- [Task goal] Across all the entries, tally the lines holding the word "mouth", and give the number by itself.
"""
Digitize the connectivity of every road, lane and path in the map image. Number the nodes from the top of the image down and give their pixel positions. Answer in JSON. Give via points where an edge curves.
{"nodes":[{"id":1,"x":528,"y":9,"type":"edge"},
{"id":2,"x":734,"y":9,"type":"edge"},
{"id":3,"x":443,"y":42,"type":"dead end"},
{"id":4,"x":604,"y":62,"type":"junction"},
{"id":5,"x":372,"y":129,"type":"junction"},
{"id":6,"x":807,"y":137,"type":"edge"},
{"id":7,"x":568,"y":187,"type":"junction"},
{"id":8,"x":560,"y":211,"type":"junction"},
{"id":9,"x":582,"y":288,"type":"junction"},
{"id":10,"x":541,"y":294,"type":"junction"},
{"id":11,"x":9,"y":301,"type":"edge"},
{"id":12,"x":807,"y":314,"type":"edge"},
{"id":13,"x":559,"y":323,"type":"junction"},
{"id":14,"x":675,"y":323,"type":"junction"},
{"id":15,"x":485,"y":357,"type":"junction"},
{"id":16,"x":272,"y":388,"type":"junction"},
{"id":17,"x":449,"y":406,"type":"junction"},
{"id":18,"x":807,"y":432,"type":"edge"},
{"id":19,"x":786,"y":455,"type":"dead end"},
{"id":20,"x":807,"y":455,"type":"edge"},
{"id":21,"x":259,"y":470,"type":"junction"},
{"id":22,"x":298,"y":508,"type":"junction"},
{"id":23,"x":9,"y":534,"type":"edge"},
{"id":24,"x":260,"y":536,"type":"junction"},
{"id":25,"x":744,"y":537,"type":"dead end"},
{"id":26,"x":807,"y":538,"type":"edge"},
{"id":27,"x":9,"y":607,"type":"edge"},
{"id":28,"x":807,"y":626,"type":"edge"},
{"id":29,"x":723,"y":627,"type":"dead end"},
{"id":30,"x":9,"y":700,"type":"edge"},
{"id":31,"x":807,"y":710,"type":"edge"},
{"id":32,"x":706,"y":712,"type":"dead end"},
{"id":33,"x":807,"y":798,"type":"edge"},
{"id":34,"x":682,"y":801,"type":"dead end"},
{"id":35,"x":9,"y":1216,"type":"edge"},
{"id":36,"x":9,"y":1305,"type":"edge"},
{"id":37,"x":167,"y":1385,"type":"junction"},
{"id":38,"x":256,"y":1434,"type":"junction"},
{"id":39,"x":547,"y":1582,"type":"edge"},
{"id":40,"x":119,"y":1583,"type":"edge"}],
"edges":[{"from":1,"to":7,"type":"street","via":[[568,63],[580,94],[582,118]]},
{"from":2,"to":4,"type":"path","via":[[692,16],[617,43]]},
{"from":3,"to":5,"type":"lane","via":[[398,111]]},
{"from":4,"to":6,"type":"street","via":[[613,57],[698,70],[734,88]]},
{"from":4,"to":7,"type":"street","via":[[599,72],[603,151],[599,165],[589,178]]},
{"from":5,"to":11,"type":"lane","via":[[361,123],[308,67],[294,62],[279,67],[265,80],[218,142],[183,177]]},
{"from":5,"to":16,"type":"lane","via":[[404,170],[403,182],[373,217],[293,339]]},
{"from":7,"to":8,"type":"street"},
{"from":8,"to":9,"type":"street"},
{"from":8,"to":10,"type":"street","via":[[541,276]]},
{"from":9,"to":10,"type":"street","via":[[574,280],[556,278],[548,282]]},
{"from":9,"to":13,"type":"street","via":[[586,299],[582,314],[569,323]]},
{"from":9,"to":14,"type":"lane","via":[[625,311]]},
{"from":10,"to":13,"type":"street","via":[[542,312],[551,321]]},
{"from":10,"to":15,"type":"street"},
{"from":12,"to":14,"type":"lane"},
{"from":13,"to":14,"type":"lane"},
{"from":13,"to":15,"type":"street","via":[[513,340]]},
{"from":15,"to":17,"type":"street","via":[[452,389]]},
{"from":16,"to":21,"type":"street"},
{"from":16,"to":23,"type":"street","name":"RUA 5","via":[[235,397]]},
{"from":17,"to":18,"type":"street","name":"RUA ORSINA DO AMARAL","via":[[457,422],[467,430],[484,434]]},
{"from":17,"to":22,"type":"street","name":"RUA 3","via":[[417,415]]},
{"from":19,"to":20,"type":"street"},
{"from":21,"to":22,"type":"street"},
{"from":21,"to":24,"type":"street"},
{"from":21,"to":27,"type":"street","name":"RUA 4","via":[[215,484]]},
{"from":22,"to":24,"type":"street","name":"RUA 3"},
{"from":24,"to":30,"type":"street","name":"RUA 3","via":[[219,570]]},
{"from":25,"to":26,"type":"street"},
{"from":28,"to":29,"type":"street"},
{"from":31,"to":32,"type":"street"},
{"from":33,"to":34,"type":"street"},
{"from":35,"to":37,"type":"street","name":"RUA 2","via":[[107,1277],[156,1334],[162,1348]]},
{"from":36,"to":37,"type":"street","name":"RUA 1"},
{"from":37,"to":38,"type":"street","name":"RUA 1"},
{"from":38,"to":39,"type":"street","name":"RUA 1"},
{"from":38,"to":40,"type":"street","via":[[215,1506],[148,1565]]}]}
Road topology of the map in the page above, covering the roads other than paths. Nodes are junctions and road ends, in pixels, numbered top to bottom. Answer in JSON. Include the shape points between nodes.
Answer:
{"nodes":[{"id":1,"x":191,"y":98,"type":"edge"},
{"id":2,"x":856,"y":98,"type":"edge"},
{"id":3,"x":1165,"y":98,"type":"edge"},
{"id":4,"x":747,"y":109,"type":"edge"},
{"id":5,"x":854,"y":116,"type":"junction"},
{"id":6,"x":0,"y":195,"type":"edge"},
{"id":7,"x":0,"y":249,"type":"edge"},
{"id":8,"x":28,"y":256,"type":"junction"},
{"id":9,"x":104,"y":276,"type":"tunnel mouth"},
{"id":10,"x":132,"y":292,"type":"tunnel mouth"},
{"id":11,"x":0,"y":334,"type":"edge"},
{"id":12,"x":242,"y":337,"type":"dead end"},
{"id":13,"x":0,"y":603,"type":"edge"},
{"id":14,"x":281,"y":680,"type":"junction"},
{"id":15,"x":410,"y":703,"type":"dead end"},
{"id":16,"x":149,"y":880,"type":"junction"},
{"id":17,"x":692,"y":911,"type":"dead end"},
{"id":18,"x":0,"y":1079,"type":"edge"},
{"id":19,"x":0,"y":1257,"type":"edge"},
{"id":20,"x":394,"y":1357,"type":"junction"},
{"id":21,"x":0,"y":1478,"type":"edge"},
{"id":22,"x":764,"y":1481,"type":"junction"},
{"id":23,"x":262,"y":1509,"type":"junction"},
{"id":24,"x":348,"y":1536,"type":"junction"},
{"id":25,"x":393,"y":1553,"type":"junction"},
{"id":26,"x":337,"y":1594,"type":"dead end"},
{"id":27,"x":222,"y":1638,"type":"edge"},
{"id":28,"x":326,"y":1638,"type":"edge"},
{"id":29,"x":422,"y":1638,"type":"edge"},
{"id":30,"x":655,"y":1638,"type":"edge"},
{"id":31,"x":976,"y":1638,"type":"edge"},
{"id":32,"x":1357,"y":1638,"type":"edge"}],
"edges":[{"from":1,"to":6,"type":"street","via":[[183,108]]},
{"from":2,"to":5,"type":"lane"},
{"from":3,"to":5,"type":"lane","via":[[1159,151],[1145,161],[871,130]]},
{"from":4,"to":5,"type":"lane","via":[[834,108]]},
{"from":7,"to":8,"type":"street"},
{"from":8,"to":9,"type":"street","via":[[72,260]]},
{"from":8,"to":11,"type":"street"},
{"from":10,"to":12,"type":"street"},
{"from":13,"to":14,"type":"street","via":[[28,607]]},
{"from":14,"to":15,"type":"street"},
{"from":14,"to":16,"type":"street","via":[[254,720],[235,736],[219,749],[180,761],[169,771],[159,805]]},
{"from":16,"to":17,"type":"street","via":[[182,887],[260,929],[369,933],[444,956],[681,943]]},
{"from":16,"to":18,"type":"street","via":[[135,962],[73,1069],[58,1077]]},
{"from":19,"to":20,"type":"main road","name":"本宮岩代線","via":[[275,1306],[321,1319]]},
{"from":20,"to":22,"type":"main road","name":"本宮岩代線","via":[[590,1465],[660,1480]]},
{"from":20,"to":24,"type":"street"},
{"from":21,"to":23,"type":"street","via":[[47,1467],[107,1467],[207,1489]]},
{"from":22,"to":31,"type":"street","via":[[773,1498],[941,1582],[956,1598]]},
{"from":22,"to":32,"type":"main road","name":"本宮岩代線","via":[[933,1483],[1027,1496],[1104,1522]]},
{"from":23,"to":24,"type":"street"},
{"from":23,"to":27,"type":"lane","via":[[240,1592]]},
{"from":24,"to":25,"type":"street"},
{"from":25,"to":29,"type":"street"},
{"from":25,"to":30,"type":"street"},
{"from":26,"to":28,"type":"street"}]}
"""
- [Task output] 2